When Uni-Asia lifts its suspension this Friday (2 June), its shares will trade under an entity incorporated in Singapore instead of the Cayman Islands.


Tanamoto4 8.2016“We are an alternative investment fund. We have been gradually building up each business segment over the past 20 years. From time to time, we look at selling our business for a good price.”

- Michio Tanamoto
Chairman and CEO
Uni-Asia Holdings

(NextInsight file photo)

“Being a Singapore-incorporated entity gives a certain comfort level to investors,” said CFO Lim Kai Ching at a 1Q2017 results briefing on Thursday (25 May).

“Changing the listing entity to Uni-Asia Group gives us flexibility in fund raising, in leasing out our shipping or property entities, and in restructuring,” he said.

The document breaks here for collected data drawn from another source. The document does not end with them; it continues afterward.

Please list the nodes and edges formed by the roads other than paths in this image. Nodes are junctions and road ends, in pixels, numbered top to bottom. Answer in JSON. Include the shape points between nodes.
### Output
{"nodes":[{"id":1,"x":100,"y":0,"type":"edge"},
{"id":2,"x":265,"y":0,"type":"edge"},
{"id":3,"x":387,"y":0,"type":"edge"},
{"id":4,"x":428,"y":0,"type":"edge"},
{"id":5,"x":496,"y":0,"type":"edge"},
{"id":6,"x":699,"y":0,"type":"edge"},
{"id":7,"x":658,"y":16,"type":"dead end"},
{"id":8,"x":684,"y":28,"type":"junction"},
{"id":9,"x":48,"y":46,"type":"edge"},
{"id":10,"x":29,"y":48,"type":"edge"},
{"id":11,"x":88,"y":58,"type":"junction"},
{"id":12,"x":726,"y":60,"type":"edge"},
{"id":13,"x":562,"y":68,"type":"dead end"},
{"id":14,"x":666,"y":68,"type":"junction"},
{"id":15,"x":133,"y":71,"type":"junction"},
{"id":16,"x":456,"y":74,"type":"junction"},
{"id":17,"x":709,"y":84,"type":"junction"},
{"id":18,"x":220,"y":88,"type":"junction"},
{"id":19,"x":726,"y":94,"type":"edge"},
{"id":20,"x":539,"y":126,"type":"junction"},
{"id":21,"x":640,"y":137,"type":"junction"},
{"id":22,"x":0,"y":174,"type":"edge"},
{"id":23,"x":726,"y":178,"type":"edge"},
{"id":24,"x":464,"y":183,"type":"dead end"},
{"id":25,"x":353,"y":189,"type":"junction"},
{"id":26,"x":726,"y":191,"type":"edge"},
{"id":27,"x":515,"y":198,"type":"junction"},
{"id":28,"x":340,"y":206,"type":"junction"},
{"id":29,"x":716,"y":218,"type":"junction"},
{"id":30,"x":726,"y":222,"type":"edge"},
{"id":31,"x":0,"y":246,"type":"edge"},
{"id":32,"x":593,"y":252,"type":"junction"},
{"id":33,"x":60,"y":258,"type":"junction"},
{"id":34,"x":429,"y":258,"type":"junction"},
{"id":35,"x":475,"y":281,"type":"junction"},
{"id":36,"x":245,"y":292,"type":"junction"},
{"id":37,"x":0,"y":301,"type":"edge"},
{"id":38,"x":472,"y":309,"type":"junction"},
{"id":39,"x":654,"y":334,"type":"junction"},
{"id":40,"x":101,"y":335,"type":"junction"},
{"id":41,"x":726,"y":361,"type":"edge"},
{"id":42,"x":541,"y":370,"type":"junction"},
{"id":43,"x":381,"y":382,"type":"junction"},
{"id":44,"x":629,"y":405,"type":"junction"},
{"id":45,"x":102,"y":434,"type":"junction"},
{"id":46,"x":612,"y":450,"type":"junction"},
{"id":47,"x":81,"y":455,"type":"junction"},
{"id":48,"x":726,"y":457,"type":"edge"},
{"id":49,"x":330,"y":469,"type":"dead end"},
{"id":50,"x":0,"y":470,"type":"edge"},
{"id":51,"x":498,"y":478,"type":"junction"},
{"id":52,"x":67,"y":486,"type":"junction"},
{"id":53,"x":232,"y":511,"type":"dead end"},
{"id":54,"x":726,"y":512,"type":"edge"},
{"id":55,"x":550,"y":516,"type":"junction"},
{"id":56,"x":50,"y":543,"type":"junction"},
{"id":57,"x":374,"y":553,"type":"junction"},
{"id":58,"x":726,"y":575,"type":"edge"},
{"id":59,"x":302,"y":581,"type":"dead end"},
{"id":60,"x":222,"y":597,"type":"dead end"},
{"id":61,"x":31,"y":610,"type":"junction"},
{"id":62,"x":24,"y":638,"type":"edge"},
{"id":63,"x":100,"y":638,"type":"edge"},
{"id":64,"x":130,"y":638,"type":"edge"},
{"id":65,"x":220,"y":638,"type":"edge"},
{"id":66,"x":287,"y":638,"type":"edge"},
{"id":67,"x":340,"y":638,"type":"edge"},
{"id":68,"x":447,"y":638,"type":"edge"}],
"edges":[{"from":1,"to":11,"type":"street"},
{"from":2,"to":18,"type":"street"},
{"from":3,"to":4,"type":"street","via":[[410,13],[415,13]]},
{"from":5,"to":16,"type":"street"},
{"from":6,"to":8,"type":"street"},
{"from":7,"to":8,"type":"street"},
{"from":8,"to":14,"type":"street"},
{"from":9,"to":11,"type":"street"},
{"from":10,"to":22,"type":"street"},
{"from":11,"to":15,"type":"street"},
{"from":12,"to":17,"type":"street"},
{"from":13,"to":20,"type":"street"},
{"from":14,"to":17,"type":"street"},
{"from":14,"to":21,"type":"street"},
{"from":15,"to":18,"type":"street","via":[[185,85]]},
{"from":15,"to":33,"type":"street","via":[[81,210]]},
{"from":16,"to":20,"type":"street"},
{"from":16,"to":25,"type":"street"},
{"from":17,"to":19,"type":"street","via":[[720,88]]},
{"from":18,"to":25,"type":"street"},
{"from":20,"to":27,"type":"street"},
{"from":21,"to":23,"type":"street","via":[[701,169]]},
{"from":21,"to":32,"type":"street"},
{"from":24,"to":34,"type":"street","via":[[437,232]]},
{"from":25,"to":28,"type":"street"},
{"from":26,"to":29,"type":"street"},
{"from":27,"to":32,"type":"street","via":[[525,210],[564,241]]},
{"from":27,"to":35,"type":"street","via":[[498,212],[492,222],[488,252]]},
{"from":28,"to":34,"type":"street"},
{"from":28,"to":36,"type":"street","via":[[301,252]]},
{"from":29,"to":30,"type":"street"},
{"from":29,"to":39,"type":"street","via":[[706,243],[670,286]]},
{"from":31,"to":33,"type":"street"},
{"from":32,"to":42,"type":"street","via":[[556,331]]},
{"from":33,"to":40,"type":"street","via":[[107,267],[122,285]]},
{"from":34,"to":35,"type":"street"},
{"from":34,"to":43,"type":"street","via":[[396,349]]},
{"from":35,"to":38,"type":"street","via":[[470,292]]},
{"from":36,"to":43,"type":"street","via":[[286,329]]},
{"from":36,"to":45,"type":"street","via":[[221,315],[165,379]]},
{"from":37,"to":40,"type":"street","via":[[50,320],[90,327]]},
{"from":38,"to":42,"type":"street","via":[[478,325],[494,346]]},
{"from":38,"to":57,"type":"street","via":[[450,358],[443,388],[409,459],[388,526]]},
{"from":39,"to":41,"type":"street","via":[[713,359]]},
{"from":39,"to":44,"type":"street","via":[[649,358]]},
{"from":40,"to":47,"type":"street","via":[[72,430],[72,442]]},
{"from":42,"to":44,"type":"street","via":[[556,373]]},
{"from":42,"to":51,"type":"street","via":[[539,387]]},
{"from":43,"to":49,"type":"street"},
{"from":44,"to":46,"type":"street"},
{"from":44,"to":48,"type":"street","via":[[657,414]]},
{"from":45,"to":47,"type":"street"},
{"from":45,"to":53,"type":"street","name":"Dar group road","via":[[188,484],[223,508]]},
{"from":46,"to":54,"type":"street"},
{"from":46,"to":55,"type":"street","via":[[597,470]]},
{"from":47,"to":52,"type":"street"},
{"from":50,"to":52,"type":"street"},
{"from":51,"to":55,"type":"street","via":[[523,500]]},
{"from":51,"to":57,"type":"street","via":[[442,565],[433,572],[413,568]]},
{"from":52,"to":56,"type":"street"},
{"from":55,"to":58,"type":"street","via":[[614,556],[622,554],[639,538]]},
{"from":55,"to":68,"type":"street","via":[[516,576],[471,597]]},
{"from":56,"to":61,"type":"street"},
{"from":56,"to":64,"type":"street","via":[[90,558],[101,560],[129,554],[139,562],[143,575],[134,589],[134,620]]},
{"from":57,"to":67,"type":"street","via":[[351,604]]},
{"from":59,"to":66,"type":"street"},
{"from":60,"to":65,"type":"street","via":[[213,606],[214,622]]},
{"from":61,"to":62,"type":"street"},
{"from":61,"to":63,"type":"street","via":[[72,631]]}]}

Previously, the listing entity, Uni-Asia Holdings, carried much of the Group’s operating activities, headcount and investments. That made it difficult for business segregation should the Group want to spin-off a business segment.

The restructuring comes ahead of expectations of strong contribution from its new property and hotels business segment over the next 2 years.

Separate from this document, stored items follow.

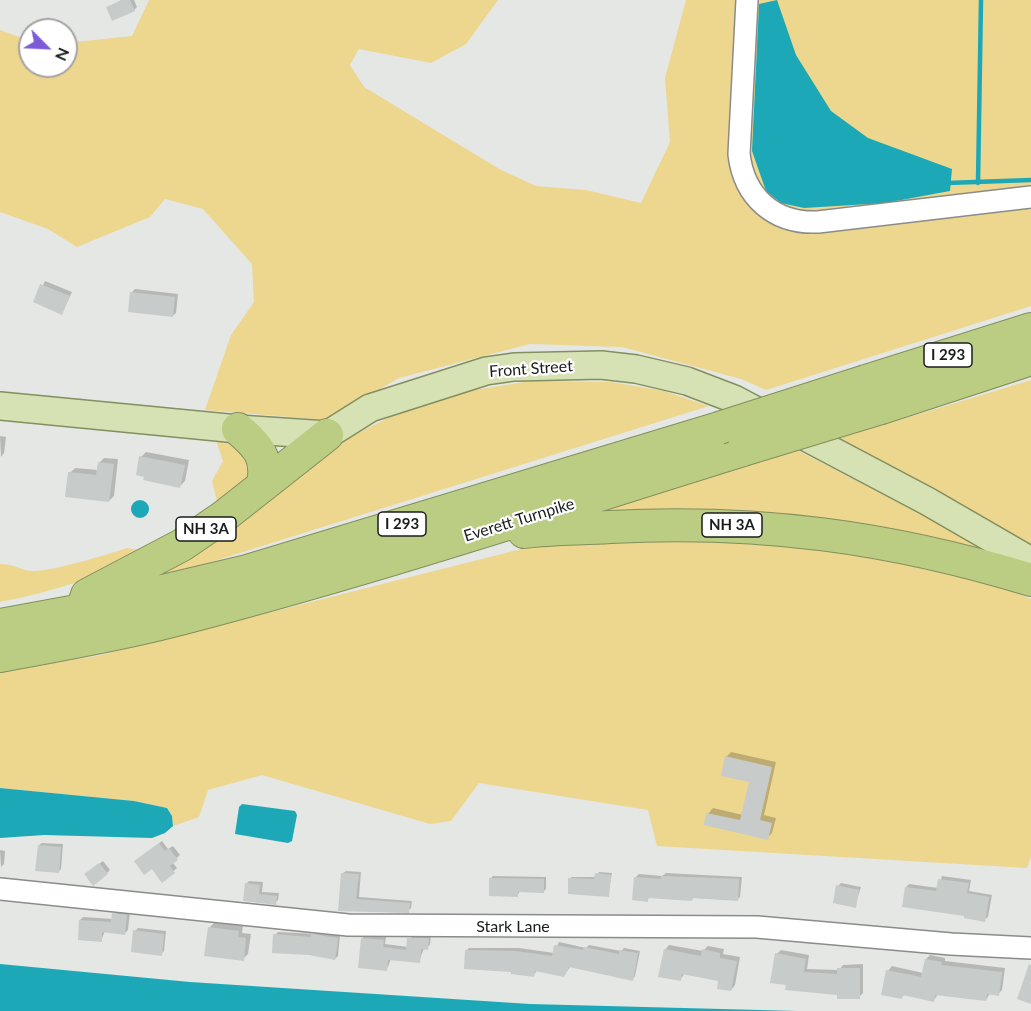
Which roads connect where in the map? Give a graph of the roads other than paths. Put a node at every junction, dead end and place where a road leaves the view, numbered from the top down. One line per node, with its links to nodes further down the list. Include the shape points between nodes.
1 (747, 0): 2 (street, via 740,154 744,178 766,208 786,219 818,222)
2 (1031, 197)
3 (1031, 329): 5 (highway, Everett Turnpike / I 293)
4 (1031, 359): 5 (highway, Everett Turnpike / I 293)
5 (873, 394): 10 (highway, Everett Turnpike / I 293, bridge, via 743,450); 13 (highway, Everett Turnpike / I 293, bridge, via 719,428 247,571)
6 (0, 406): 7 (main road)
7 (238, 429): 8 (main road); 9 (highway, via 256,444 266,467)
8 (327, 435): 9 (highway, NH 3A); 11 (main road, Front Street / NH 3A, via 370,408 486,371 601,365 636,369 687,381 734,399)
9 (263, 485): 13 (highway, NH 3A, via 182,545 87,595)
10 (429, 548): 12 (highway, NH 3A, via 552,528 748,526 860,538 960,558); 15 (highway, Everett Turnpike / I 293, via 158,624)
11 (1031, 561)
12 (1031, 580)
13 (81, 610): 14 (highway, Everett Turnpike / I 293)
14 (0, 625)
15 (0, 656)
16 (0, 889): 17 (street, Stark Lane, via 348,925 758,927 951,944)
17 (1030, 941)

Profitable Hong Kong project


LimKaiChing8.15"We will receive very strong cash flow from our second HK property project early next year," said CFO Lim Kai Ching.
(NextInsight file photo)
The Group's US$10 million investment to develop a commercial-cum-retail project at Cheung Sha Wan, New Kowloon is scheduled for completion this year.

This is its second Hong Kong property development project.

The launch last month was well received: About 80% of the development has been sold, which will be recognized as fair valuation gain.

"The land for this project was acquired for less than HK$5,000 per square foot in 2014. A site near Cheung Sha Wan was sold a few months ago by the Hong Kong government to New World Development for about HK$8,000 per square foot," said CEO and Chairman Michio Tanamoto, who was also at the meeting.

Given the substantial appreciation in the market value of real estate, the management expects a healthy margin for this project.



Strong momentum in hotel contracts

Hotel Vista Premio Yokohama Minato MiraiHotel Vista Premio Yokohama Minato-Mirai is scheduled for a grand opening on 30 June 2017. (Photo: Company)

The Group is planning to increase its hotel management capacity by about 60% over the next 12 months.

It is currently operating 10 business hotels with about 1,600 rooms all over Japan.

Another 6 hotels with about 1,000 rooms will be added to its hotel operation business in Japan by next summer.

"We need at least 3,000 rooms for this segment to contribute to the bottomline. The six new hotels increase our capacity to about 2,600 rooms and that brings us very close to this target," said Mr Lim.

Some of the Group's other businesses include vessel charter, shipbroking, arrangement of ship finance, and property investment management in Japan. It posted a consolidated net profit of US$2.1 million for 1QFY2017, reversing a loss of US$616,000 for 1QFY2016. Its latest results announcement may be viewed here.



♦ Q & A with Mr Tanamoto and Mr Lim

Q: What do you hope to achieve with 3,000 hotel rooms?

Mr Tanamoto: We will incur pre-opening expenses for the 6 new hotels this year and the next. We are expecting bottomline contribution of at least US$3 million a year from hotel management starting from 2019. That is significant in view of our total net profit.

Stock price  $1.20
52-week range 93.5c - $1.27
Market cap $56.4m
PE (ttm) -
Dividend yield 2.5%
P/BV 0.3
Data: Company / Bloomberg

Q: Are the parties responsible for the various costs of the hotel management defined in your agreement with its owner?

Mr Tanomoto: We lease the hotel building and pay a leasing fee to its owner.

The leasing fee is a combination of a fixed rental rate plus a variable component. We try to negotiate for a low fixed rental rate to lower our risk. The variable component is dependent on the hotel’s gross operating profit.

Q: What expenses are not charged to the owner?

Mr Lim: The gross operating profit is the difference between the hotel’s revenue and its operating expenses. We take a cut of the gross operating profit. The cut varies for each hotel. The contribution from this segment is dependent on the sum of each hotel’s gross operating profit less our HQ expenses.

Each hotel is actually quite profitable on a standalone basis. However, expenses at the HQ level incurred by the employment of personnel to ensure the quality of each hotel, as well as to source for new hotel contracts, reduce the segment’s bottom line.

Our target of 3,000 rooms ensures a reasonable bottom line contribution from each hotel after deduction of HQ expenses.

Q: Why is the first quarter a slow season for your hotel segment?

Mr Lim: Our hotels are business hotels. There tends to be less business travel in January and February. Hotel occupancy picks up in March and April during the Sakura season.